Speaker: Christina Bezari, Senior Post-doctoral Fellow, University of Brussels

Moderator: Daniel Elam, Assistant Professor, Department of Comparative Literature, HKU

Date: Wednesday, April 8, 2026
Time: 12 noon Hong Kong Time
Venue: Faculty Lounge (Room 430), 4/F, Run Run Shaw Tower, HKU

All are welcome. No registration required.

Recent studies have theorized the Mediterranean as a privileged site for the study of literary and geopolitical interactions in the twentieth century. Despite these advances, Southern Europe and the Maghreb have often been studied in isolation and have occupied a “peripheral” position with regard to the more “dominant” centers of political power. The main objective of this lecture is to shed light on Southern European and Maghrebi women’s participation in transnational anti-colonial and anti-fascist movements by analyzing their contributions as writers, journalists and editors of periodicals.
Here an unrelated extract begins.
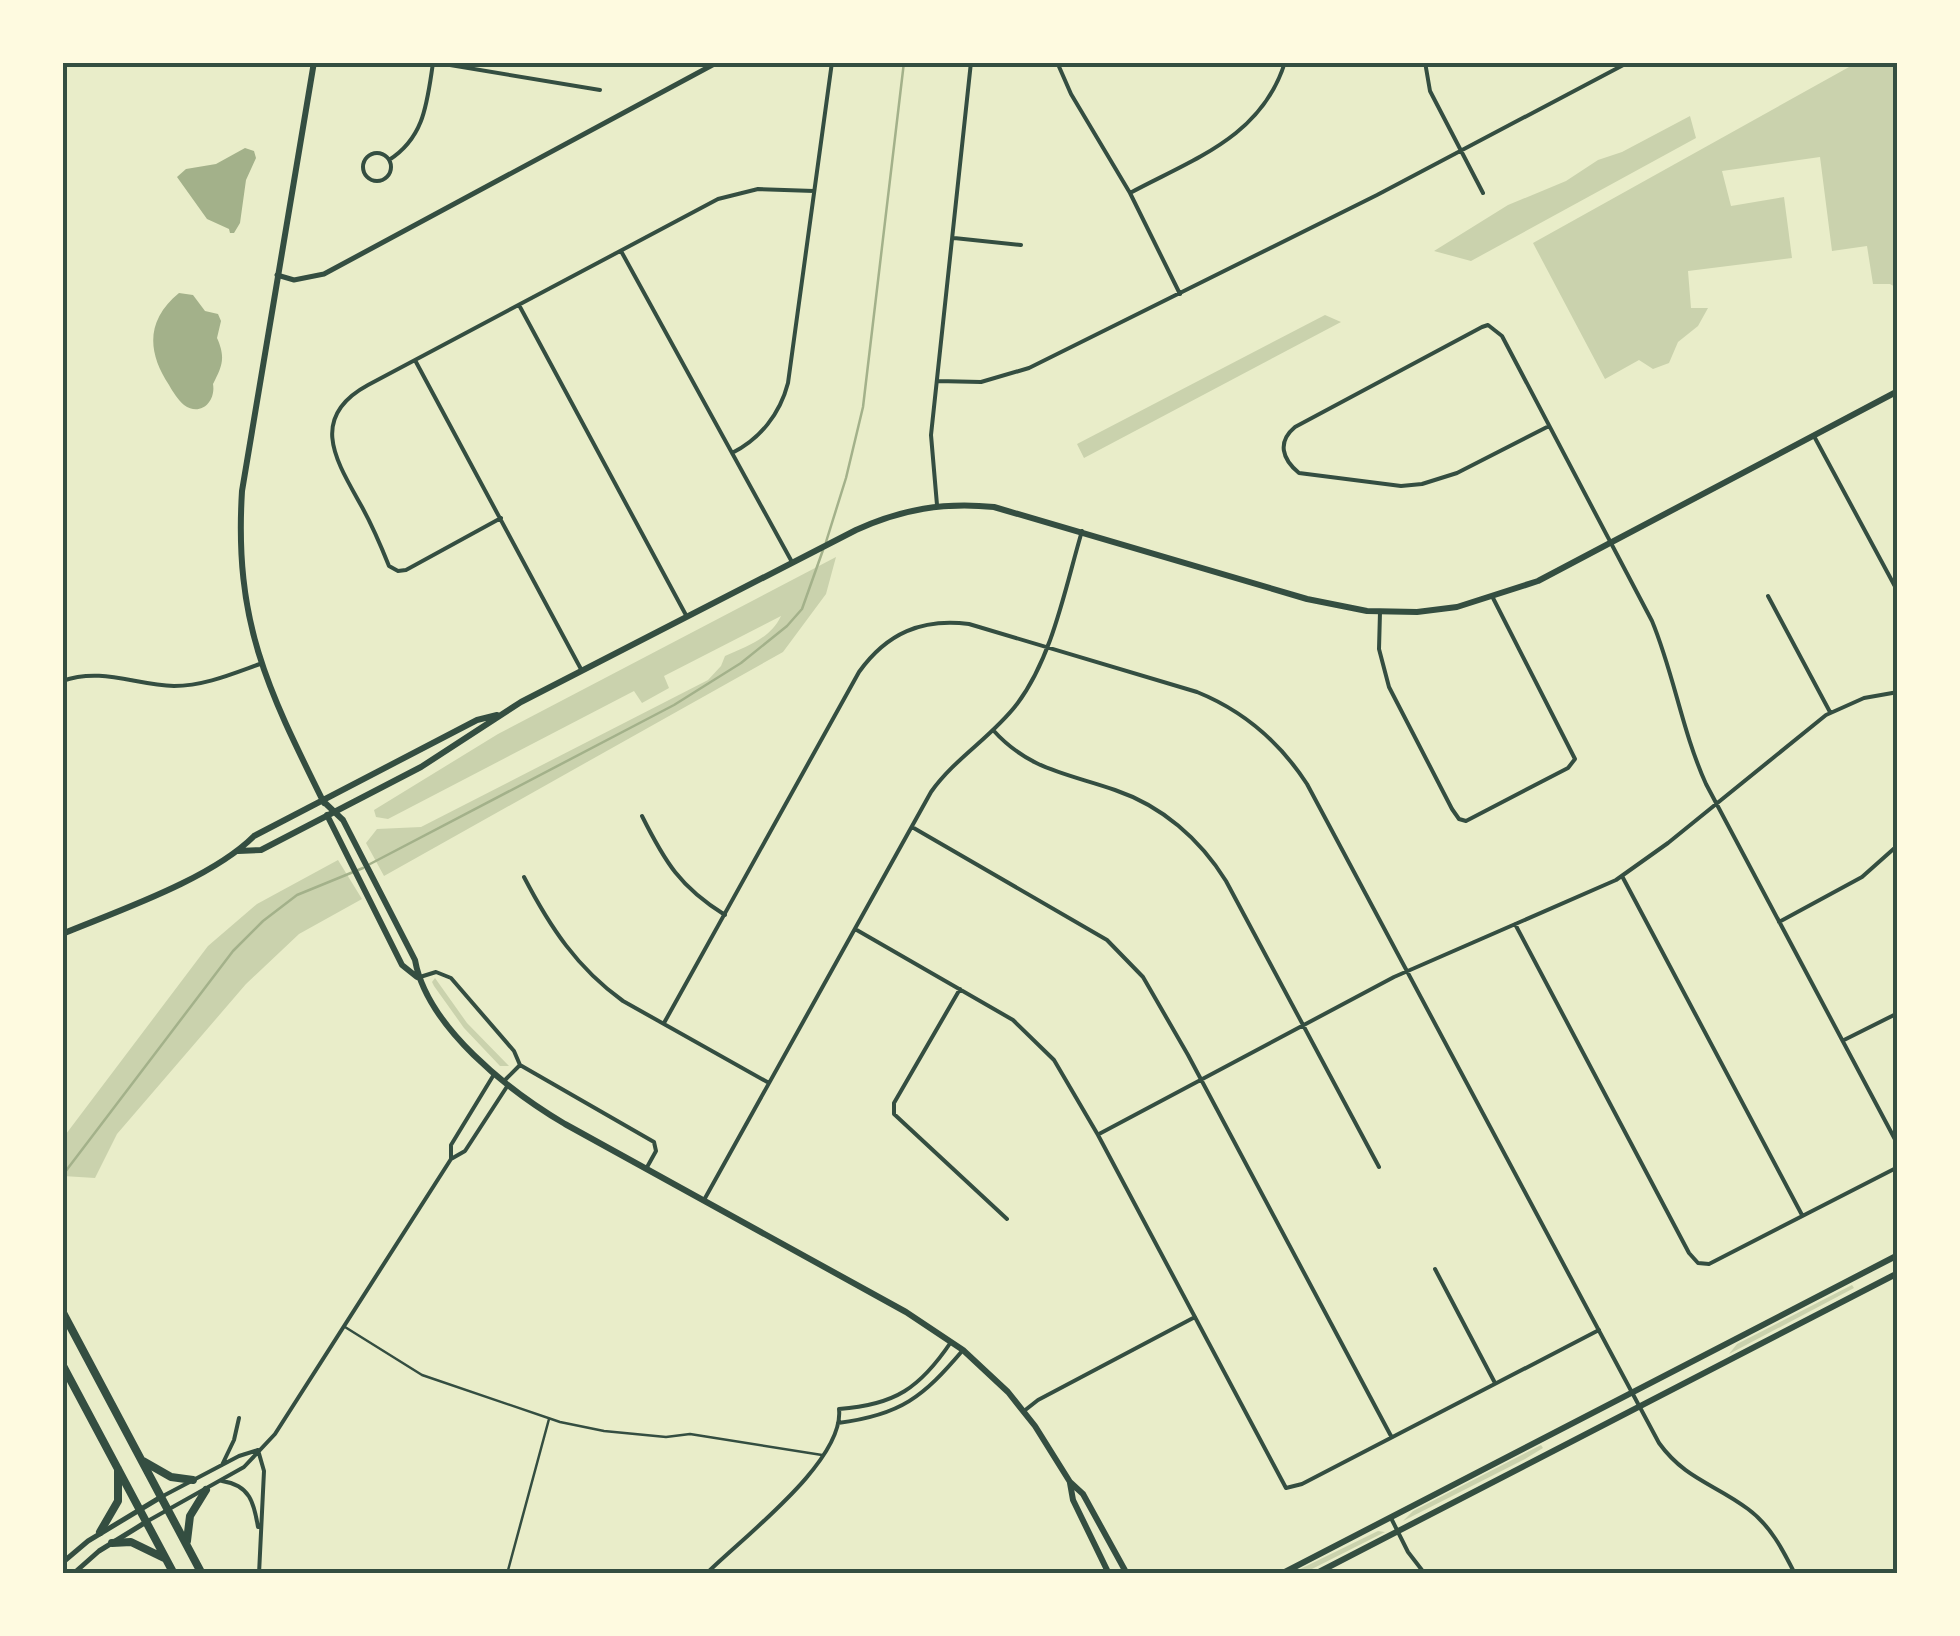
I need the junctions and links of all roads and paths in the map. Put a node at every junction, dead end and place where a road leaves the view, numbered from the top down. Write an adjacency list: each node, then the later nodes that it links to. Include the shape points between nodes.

Long regarded as “marginal actors” in the public sphere, women’s participation in the press and in transnational networks of solidarity has been obscured due to a long history of censorship, colonial domination and dictatorial rule on both sides of the Mediterranean. By considering women as cultural mediators and agents of resistance within a comparative, trans-Mediterranean framework, this lecture aims to challenge traditional Eurocentric narratives and examine women’s texts as sites of political engagement.

Christina Bezari is a senior post-doctoral fellow at the University of Brussels (ULB). Her research is located at the intersection of comparative literature, Mediterranean studies and women’s history. She is the author of Transnational Modernity in Southern Europe: Women’s Periodicals and Salon Culture (Routledge, 2023) and the co-editor of the special issue “Latinity and Modernity: Cultural Identities and Transnational Exchange in a Globalizing World” (2025). Her research focuses on transnational networks of writers, editors, translators and cultural mediators in Southern Europe and the Maghreb. She has previously co-directed an international project on the “imaginaries of translation” at Sorbonne University (Paris-IV).